▸ Work instructions
Where an entry contains an image, skip the image and print the rest exactly.

Dataset entries

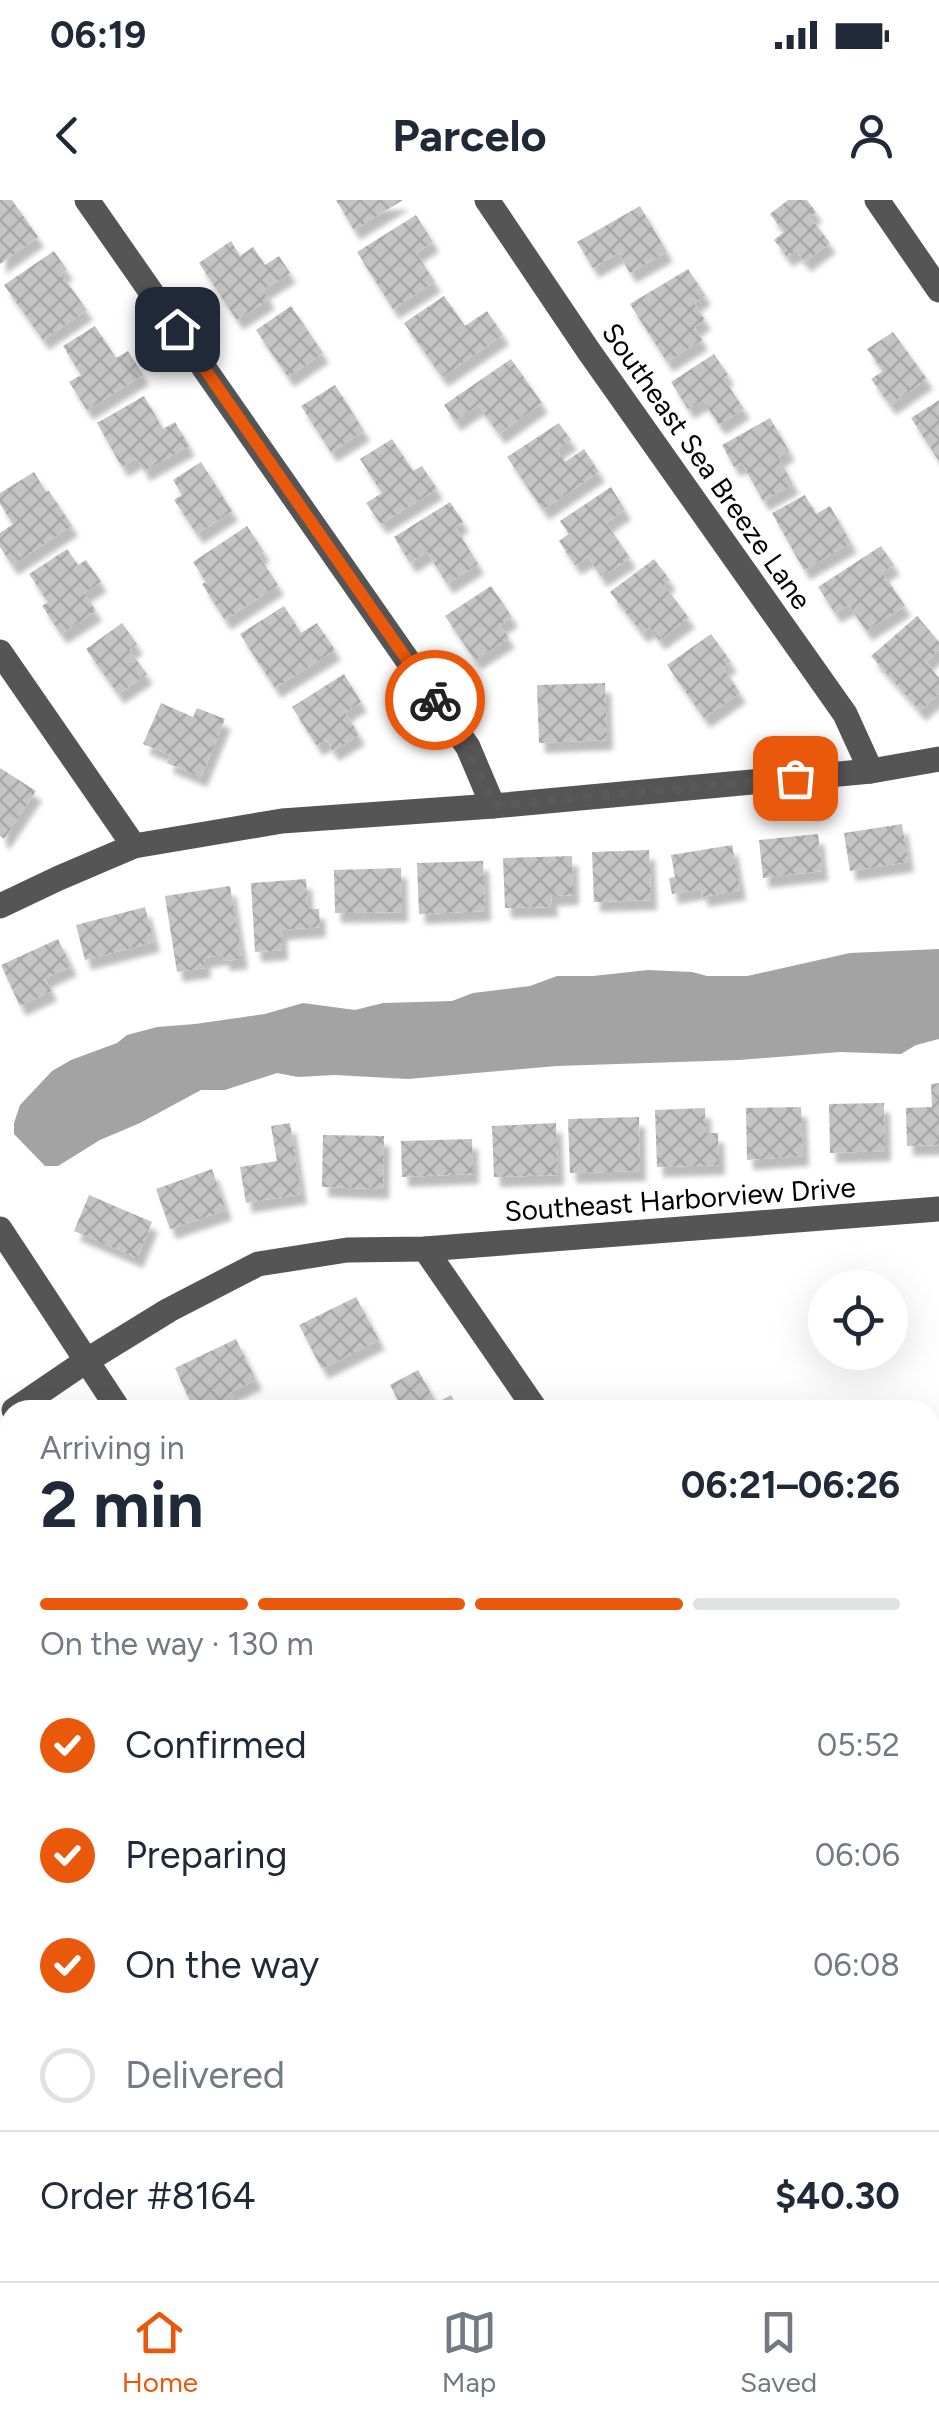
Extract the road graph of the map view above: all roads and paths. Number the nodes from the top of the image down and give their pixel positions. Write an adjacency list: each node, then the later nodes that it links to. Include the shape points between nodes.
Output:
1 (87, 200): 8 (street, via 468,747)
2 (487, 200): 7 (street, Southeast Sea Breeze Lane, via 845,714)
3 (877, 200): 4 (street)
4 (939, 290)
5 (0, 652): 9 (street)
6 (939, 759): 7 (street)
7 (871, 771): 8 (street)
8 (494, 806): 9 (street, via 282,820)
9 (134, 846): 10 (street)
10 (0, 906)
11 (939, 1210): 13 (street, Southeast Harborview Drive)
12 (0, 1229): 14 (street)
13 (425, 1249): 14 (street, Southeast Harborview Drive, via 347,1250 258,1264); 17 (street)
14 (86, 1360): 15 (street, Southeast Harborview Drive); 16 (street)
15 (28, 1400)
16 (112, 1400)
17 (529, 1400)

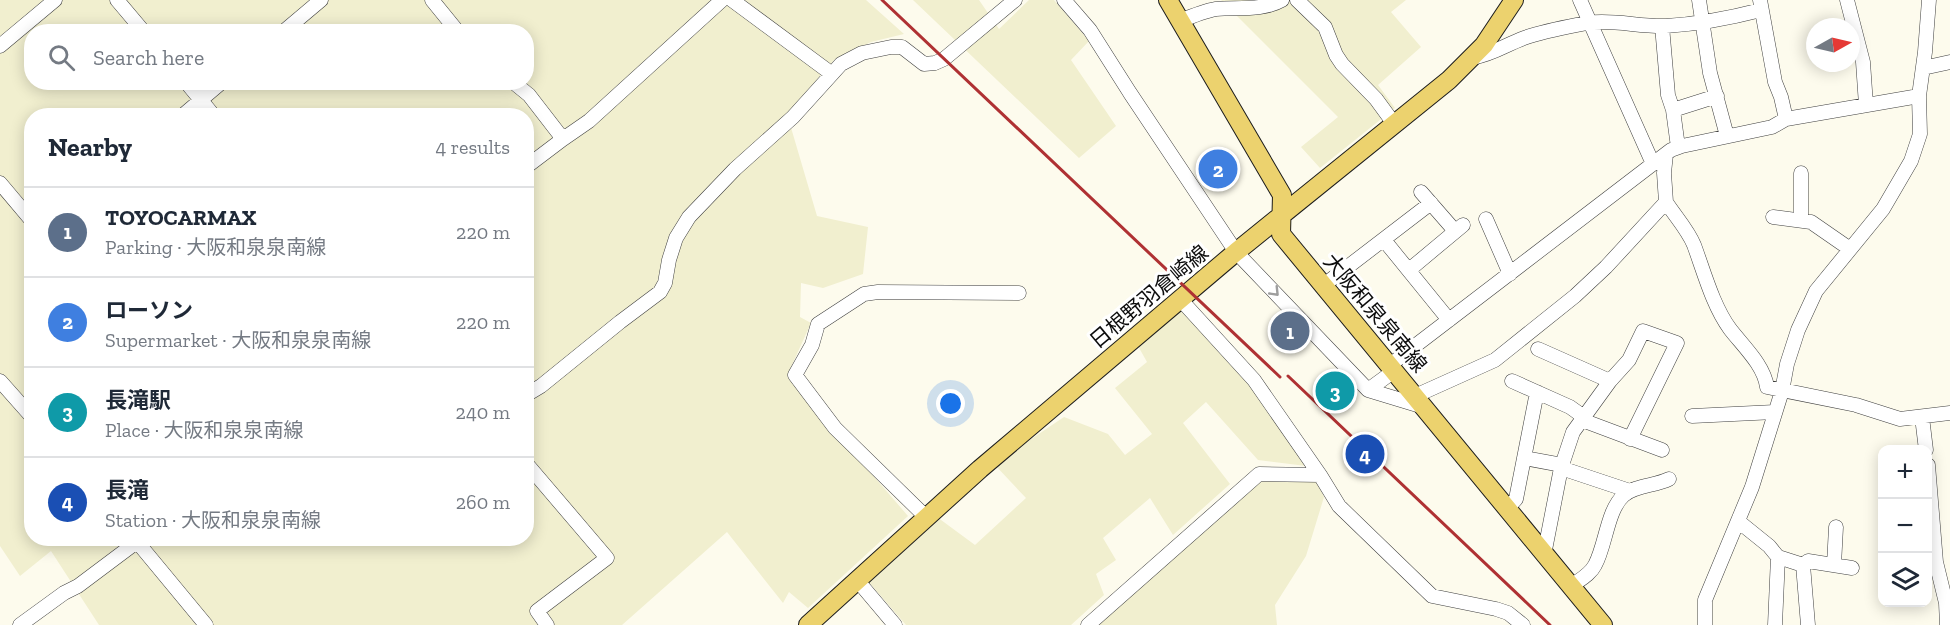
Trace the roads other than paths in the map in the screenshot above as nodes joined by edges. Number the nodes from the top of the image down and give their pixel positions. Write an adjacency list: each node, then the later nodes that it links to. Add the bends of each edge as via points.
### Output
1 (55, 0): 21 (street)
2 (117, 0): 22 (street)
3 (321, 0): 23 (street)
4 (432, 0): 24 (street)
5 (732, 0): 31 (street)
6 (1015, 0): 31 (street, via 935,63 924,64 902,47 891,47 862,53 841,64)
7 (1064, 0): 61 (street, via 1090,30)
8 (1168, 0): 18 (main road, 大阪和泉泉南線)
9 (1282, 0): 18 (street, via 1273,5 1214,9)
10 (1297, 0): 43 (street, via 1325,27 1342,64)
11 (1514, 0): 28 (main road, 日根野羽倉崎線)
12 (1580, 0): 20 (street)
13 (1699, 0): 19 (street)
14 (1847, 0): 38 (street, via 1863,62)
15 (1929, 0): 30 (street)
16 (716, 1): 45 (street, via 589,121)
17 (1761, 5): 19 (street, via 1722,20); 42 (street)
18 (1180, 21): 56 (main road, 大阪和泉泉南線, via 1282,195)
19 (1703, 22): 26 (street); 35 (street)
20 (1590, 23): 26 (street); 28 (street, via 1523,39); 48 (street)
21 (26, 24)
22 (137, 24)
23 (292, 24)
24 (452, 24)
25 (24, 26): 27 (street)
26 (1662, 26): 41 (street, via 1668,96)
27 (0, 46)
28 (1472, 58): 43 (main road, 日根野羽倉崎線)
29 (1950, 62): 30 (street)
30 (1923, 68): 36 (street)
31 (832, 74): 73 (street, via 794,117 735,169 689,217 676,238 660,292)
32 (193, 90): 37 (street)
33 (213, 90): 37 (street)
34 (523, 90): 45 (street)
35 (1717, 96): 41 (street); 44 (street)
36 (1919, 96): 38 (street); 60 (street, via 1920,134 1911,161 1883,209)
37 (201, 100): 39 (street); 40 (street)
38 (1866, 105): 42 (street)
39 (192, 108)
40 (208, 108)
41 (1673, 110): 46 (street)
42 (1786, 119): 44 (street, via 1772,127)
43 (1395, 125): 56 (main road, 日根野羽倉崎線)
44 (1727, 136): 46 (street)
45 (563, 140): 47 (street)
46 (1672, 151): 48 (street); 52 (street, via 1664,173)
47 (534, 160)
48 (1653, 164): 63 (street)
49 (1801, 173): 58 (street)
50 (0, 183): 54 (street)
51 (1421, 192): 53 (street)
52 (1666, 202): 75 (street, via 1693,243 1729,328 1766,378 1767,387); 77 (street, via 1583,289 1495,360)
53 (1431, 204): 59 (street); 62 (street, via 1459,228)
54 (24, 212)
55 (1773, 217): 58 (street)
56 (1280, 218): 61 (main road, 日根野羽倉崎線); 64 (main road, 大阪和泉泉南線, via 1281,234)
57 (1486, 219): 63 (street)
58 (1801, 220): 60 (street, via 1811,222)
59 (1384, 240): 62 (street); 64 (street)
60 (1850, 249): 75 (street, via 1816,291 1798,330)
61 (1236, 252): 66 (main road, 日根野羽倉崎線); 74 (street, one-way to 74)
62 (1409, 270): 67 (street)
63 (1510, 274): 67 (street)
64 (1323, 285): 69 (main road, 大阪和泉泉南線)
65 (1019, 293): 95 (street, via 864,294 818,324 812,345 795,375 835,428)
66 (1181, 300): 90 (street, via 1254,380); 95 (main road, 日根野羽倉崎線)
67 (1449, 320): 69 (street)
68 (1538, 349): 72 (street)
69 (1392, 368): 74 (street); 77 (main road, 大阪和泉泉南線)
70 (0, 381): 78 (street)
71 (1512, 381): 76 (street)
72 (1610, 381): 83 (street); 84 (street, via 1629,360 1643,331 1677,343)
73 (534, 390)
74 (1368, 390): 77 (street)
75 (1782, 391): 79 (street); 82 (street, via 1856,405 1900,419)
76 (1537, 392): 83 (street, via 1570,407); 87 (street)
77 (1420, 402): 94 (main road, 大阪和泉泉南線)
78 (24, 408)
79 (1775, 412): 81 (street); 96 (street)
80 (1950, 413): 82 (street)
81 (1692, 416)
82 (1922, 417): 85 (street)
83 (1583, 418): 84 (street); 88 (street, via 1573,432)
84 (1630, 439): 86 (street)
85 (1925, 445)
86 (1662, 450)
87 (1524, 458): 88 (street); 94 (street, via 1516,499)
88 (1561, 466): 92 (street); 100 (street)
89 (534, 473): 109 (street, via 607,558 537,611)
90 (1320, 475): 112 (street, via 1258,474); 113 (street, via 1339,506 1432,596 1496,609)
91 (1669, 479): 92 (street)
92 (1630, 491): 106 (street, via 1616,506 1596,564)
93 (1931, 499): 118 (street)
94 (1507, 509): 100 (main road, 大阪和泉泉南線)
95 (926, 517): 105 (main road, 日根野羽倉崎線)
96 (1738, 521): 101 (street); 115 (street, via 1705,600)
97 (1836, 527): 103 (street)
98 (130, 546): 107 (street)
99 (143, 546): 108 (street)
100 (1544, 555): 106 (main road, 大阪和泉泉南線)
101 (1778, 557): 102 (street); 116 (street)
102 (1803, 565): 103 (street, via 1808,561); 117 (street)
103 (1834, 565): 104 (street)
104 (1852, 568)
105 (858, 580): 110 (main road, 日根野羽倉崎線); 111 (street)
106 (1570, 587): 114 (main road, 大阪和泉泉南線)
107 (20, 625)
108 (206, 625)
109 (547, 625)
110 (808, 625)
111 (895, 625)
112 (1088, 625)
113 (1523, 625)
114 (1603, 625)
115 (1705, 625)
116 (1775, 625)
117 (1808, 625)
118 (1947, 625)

▸ Answer to the problem
Extract the road graph of the map view above: all roads and paths. Number the nodes from the top of the image down and give their pixel positions. Write an adjacency list: each node, then the later nodes that it links to. Include the shape points between nodes.
Output:
1 (87, 200): 8 (street, via 468,747)
2 (487, 200): 7 (street, Southeast Sea Breeze Lane, via 845,714)
3 (877, 200): 4 (street)
4 (939, 290)
5 (0, 652): 9 (street)
6 (939, 759): 7 (street)
7 (871, 771): 8 (street)
8 (494, 806): 9 (street, via 282,820)
9 (134, 846): 10 (street)
10 (0, 906)
11 (939, 1210): 13 (street, Southeast Harborview Drive)
12 (0, 1229): 14 (street)
13 (425, 1249): 14 (street, Southeast Harborview Drive, via 347,1250 258,1264); 17 (street)
14 (86, 1360): 15 (street, Southeast Harborview Drive); 16 (street)
15 (28, 1400)
16 (112, 1400)
17 (529, 1400)

Trace the roads other than paths in the map in the screenshot above as nodes joined by edges. Number the nodes from the top of the image down and give their pixel positions. Write an adjacency list: each node, then the later nodes that it links to. Add the bends of each edge as via points.
### Output
1 (55, 0): 21 (street)
2 (117, 0): 22 (street)
3 (321, 0): 23 (street)
4 (432, 0): 24 (street)
5 (732, 0): 31 (street)
6 (1015, 0): 31 (street, via 935,63 924,64 902,47 891,47 862,53 841,64)
7 (1064, 0): 61 (street, via 1090,30)
8 (1168, 0): 18 (main road, 大阪和泉泉南線)
9 (1282, 0): 18 (street, via 1273,5 1214,9)
10 (1297, 0): 43 (street, via 1325,27 1342,64)
11 (1514, 0): 28 (main road, 日根野羽倉崎線)
12 (1580, 0): 20 (street)
13 (1699, 0): 19 (street)
14 (1847, 0): 38 (street, via 1863,62)
15 (1929, 0): 30 (street)
16 (716, 1): 45 (street, via 589,121)
17 (1761, 5): 19 (street, via 1722,20); 42 (street)
18 (1180, 21): 56 (main road, 大阪和泉泉南線, via 1282,195)
19 (1703, 22): 26 (street); 35 (street)
20 (1590, 23): 26 (street); 28 (street, via 1523,39); 48 (street)
21 (26, 24)
22 (137, 24)
23 (292, 24)
24 (452, 24)
25 (24, 26): 27 (street)
26 (1662, 26): 41 (street, via 1668,96)
27 (0, 46)
28 (1472, 58): 43 (main road, 日根野羽倉崎線)
29 (1950, 62): 30 (street)
30 (1923, 68): 36 (street)
31 (832, 74): 73 (street, via 794,117 735,169 689,217 676,238 660,292)
32 (193, 90): 37 (street)
33 (213, 90): 37 (street)
34 (523, 90): 45 (street)
35 (1717, 96): 41 (street); 44 (street)
36 (1919, 96): 38 (street); 60 (street, via 1920,134 1911,161 1883,209)
37 (201, 100): 39 (street); 40 (street)
38 (1866, 105): 42 (street)
39 (192, 108)
40 (208, 108)
41 (1673, 110): 46 (street)
42 (1786, 119): 44 (street, via 1772,127)
43 (1395, 125): 56 (main road, 日根野羽倉崎線)
44 (1727, 136): 46 (street)
45 (563, 140): 47 (street)
46 (1672, 151): 48 (street); 52 (street, via 1664,173)
47 (534, 160)
48 (1653, 164): 63 (street)
49 (1801, 173): 58 (street)
50 (0, 183): 54 (street)
51 (1421, 192): 53 (street)
52 (1666, 202): 75 (street, via 1693,243 1729,328 1766,378 1767,387); 77 (street, via 1583,289 1495,360)
53 (1431, 204): 59 (street); 62 (street, via 1459,228)
54 (24, 212)
55 (1773, 217): 58 (street)
56 (1280, 218): 61 (main road, 日根野羽倉崎線); 64 (main road, 大阪和泉泉南線, via 1281,234)
57 (1486, 219): 63 (street)
58 (1801, 220): 60 (street, via 1811,222)
59 (1384, 240): 62 (street); 64 (street)
60 (1850, 249): 75 (street, via 1816,291 1798,330)
61 (1236, 252): 66 (main road, 日根野羽倉崎線); 74 (street, one-way to 74)
62 (1409, 270): 67 (street)
63 (1510, 274): 67 (street)
64 (1323, 285): 69 (main road, 大阪和泉泉南線)
65 (1019, 293): 95 (street, via 864,294 818,324 812,345 795,375 835,428)
66 (1181, 300): 90 (street, via 1254,380); 95 (main road, 日根野羽倉崎線)
67 (1449, 320): 69 (street)
68 (1538, 349): 72 (street)
69 (1392, 368): 74 (street); 77 (main road, 大阪和泉泉南線)
70 (0, 381): 78 (street)
71 (1512, 381): 76 (street)
72 (1610, 381): 83 (street); 84 (street, via 1629,360 1643,331 1677,343)
73 (534, 390)
74 (1368, 390): 77 (street)
75 (1782, 391): 79 (street); 82 (street, via 1856,405 1900,419)
76 (1537, 392): 83 (street, via 1570,407); 87 (street)
77 (1420, 402): 94 (main road, 大阪和泉泉南線)
78 (24, 408)
79 (1775, 412): 81 (street); 96 (street)
80 (1950, 413): 82 (street)
81 (1692, 416)
82 (1922, 417): 85 (street)
83 (1583, 418): 84 (street); 88 (street, via 1573,432)
84 (1630, 439): 86 (street)
85 (1925, 445)
86 (1662, 450)
87 (1524, 458): 88 (street); 94 (street, via 1516,499)
88 (1561, 466): 92 (street); 100 (street)
89 (534, 473): 109 (street, via 607,558 537,611)
90 (1320, 475): 112 (street, via 1258,474); 113 (street, via 1339,506 1432,596 1496,609)
91 (1669, 479): 92 (street)
92 (1630, 491): 106 (street, via 1616,506 1596,564)
93 (1931, 499): 118 (street)
94 (1507, 509): 100 (main road, 大阪和泉泉南線)
95 (926, 517): 105 (main road, 日根野羽倉崎線)
96 (1738, 521): 101 (street); 115 (street, via 1705,600)
97 (1836, 527): 103 (street)
98 (130, 546): 107 (street)
99 (143, 546): 108 (street)
100 (1544, 555): 106 (main road, 大阪和泉泉南線)
101 (1778, 557): 102 (street); 116 (street)
102 (1803, 565): 103 (street, via 1808,561); 117 (street)
103 (1834, 565): 104 (street)
104 (1852, 568)
105 (858, 580): 110 (main road, 日根野羽倉崎線); 111 (street)
106 (1570, 587): 114 (main road, 大阪和泉泉南線)
107 (20, 625)
108 (206, 625)
109 (547, 625)
110 (808, 625)
111 (895, 625)
112 (1088, 625)
113 (1523, 625)
114 (1603, 625)
115 (1705, 625)
116 (1775, 625)
117 (1808, 625)
118 (1947, 625)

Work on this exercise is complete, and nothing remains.